İşte tam bu noktada olayların üstüne gitmekten başka çaresi kalmamıştı. Yeni alışkanlar ediniyordu ve eskisi kadar kolay değildi siktir çekip yoluna koyulmak. Sonun yaklaştığının iyiden iyiye farkına varmaya başlamıştı. Durulmak istemiyorum lan diye bağırdı vapurun ortasında. Hayır bağırmamıştı. Sesli mi söyledim acaba bunu.
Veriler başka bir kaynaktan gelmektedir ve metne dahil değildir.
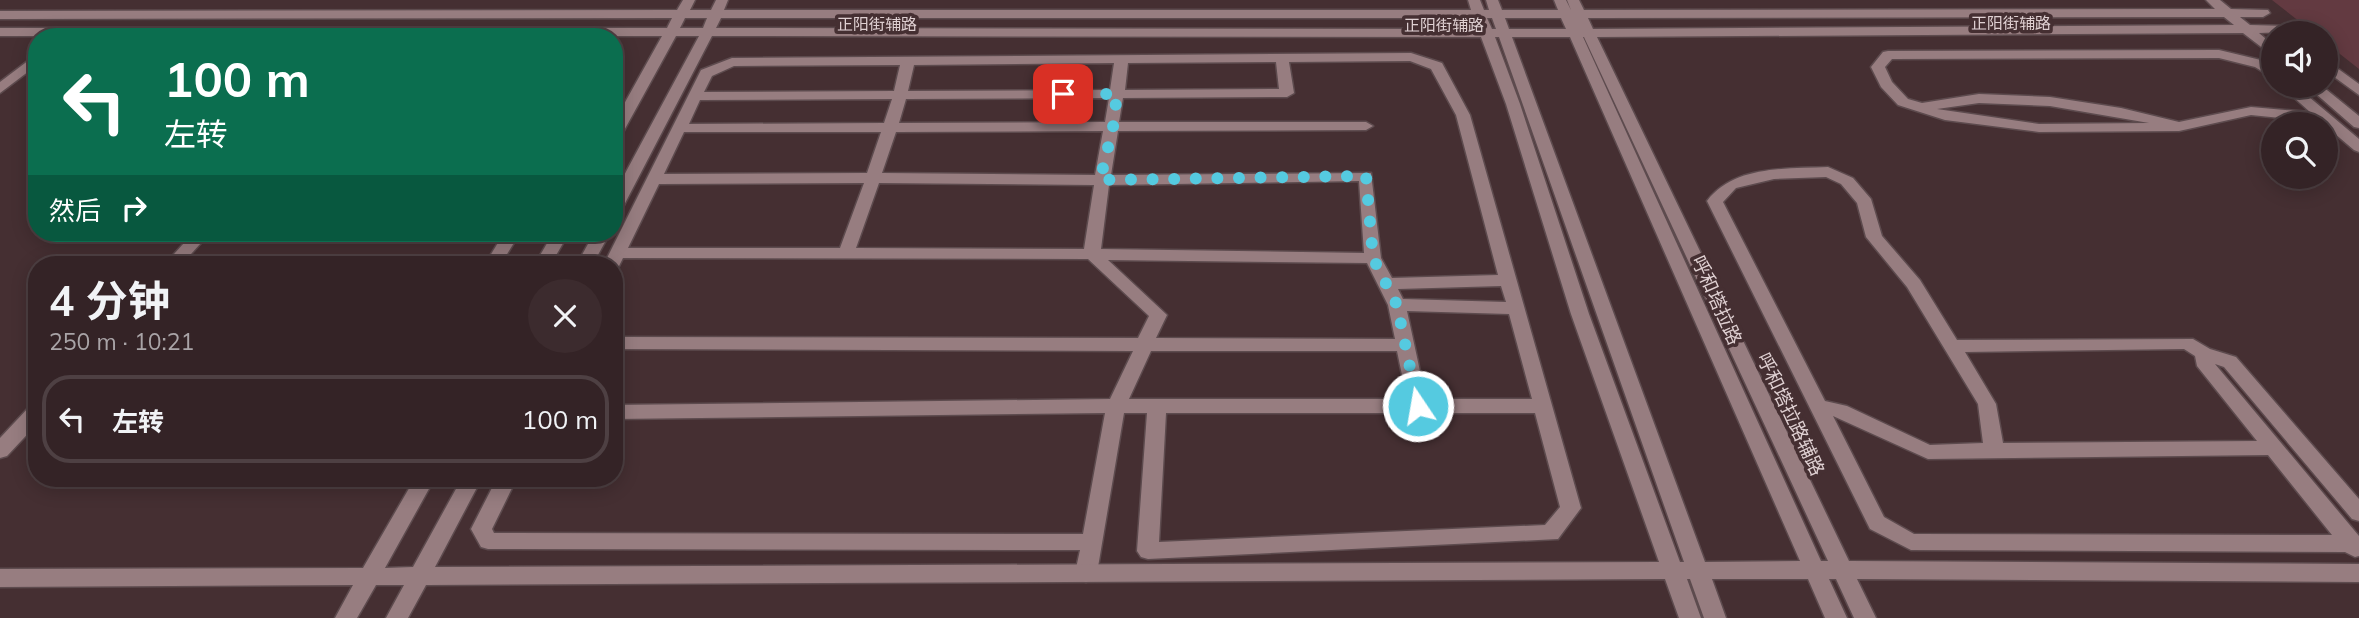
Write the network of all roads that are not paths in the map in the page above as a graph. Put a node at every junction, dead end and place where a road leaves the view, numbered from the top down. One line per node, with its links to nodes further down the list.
1 (88, 3): 2 (street); 6 (street)
2 (0, 5)
3 (1570, 6): 4 (street); 9 (street); 17 (street, 呼和塔拉路辅路)
4 (2219, 6): 5 (street); 12 (street)
5 (2255, 6): 11 (street)
6 (378, 7): 7 (street); 10 (street)
7 (686, 7): 8 (street); 22 (street)
8 (719, 7): 9 (street); 19 (street)
9 (1486, 7): 20 (street)
10 (0, 15)
11 (2266, 21)
12 (2247, 29): 15 (street); 16 (street); 17 (street)
13 (0, 32): 14 (street)
14 (28, 32)
15 (2261, 32)
16 (2261, 32)
17 (1583, 36): 18 (street, 正阳街辅路); 20 (street, 正阳街辅路); 88 (street, 呼和塔拉路); 89 (street, 呼和塔拉路辅路)
18 (2261, 36)
19 (706, 37): 20 (street, 正阳街辅路); 22 (street, 正阳街辅路); 54 (street)
20 (1497, 37): 90 (street); 91 (street)
21 (623, 38): 22 (street)
22 (669, 38): 25 (street, 正阳街辅路); 42 (street)
23 (0, 42): 24 (street)
24 (28, 42)
25 (623, 42)
26 (1282, 58): 27 (street); 34 (street); 62 (street)
27 (1122, 59): 28 (street); 34 (street)
28 (908, 61): 35 (street); 36 (street)
29 (2261, 65): 39 (street)
30 (28, 66): 32 (street)
31 (2338, 74): 33 (street)
32 (0, 89)
33 (2359, 91)
34 (1117, 94): 36 (street); 46 (street)
35 (694, 96): 36 (street); 48 (street)
36 (902, 96): 45 (street)
37 (2302, 98): 41 (street)
38 (2328, 98): 43 (street)
39 (1920, 108): 47 (street); 47 (street)
40 (2262, 112): 47 (street)
41 (2319, 112)
42 (623, 120)
43 (2359, 124)
44 (1366, 126): 46 (street)
45 (888, 127): 46 (street); 48 (street); 51 (street)
46 (1113, 127): 53 (street)
47 (2179, 127)
48 (679, 128): 52 (street)
49 (2338, 129): 50 (street)
50 (2359, 147)
51 (873, 178): 52 (street); 53 (street); 57 (street)
52 (653, 179): 55 (street)
53 (1100, 180): 58 (street); 61 (street)
54 (623, 192)
55 (623, 241)
56 (194, 242): 59 (street)
57 (846, 254): 58 (street); 60 (street)
58 (1091, 254): 61 (street); 67 (street)
59 (180, 256)
60 (623, 258)
61 (1373, 258): 63 (street)
62 (1508, 280): 63 (street); 65 (street)
63 (1387, 284): 64 (street)
64 (1397, 305): 65 (street); 68 (street)
65 (1516, 308): 74 (street)
66 (623, 343): 67 (street)
67 (1144, 344): 68 (street); 71 (street)
68 (1405, 345): 73 (street)
69 (1953, 345): 70 (street); 75 (street); 79 (street)
70 (2204, 353): 78 (street); 84 (street)
71 (1116, 406): 72 (street); 76 (street); 85 (street)
72 (1157, 406): 73 (street); 87 (street)
73 (1418, 406): 74 (street)
74 (1543, 406): 87 (street)
75 (1818, 406): 79 (street); 86 (street)
76 (623, 412)
77 (28, 421): 80 (street)
78 (2273, 448): 79 (street); 86 (street)
79 (1994, 450)
80 (0, 451)
81 (420, 487): 95 (street)
82 (466, 487): 96 (street)
83 (502, 487): 85 (street)
84 (2359, 513)
85 (1091, 542): 92 (street)
86 (2356, 547)
87 (1148, 551): 93 (street)
88 (1815, 570): 89 (street); 91 (street); 102 (street, 呼和塔拉路)
89 (1841, 570): 94 (street); 103 (street, 呼和塔拉路辅路)
90 (1676, 572): 91 (street); 93 (street); 100 (street)
91 (1698, 572): 101 (street)
92 (1086, 573): 93 (street); 96 (street)
93 (1146, 573)
94 (2359, 573)
95 (370, 576): 96 (street); 97 (street); 98 (street)
96 (419, 576): 99 (street)
97 (0, 578)
98 (346, 618)
99 (397, 618)
100 (1690, 618)
101 (1715, 618)
102 (1836, 618)
103 (1865, 618)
Bana bakıyor olmaları lazım o zaman. Bakan yok, demek ki söylememişim. Simit ve çay. Yüzüne vuran güneş ve Posta okumanın verdiği dayanılmaz ve garip çiğlik. Ne kadar uğraşsa da hayal ettiği adam olamayacağı düşüncesi kafasını tırmalıyor, her nasılsa bu düşüncelerden kaçışı hep sabaha karşı aklına gelen orjinal fikirlerle oluyordu. İskeleye yanaştı vapur. O, vapurun tahtası iskeleye yanaşmadan önden atlayan adamlardan değildi. Çünkü boğulabilirdi. Kafayı betona falan vurabilirdi maazallah.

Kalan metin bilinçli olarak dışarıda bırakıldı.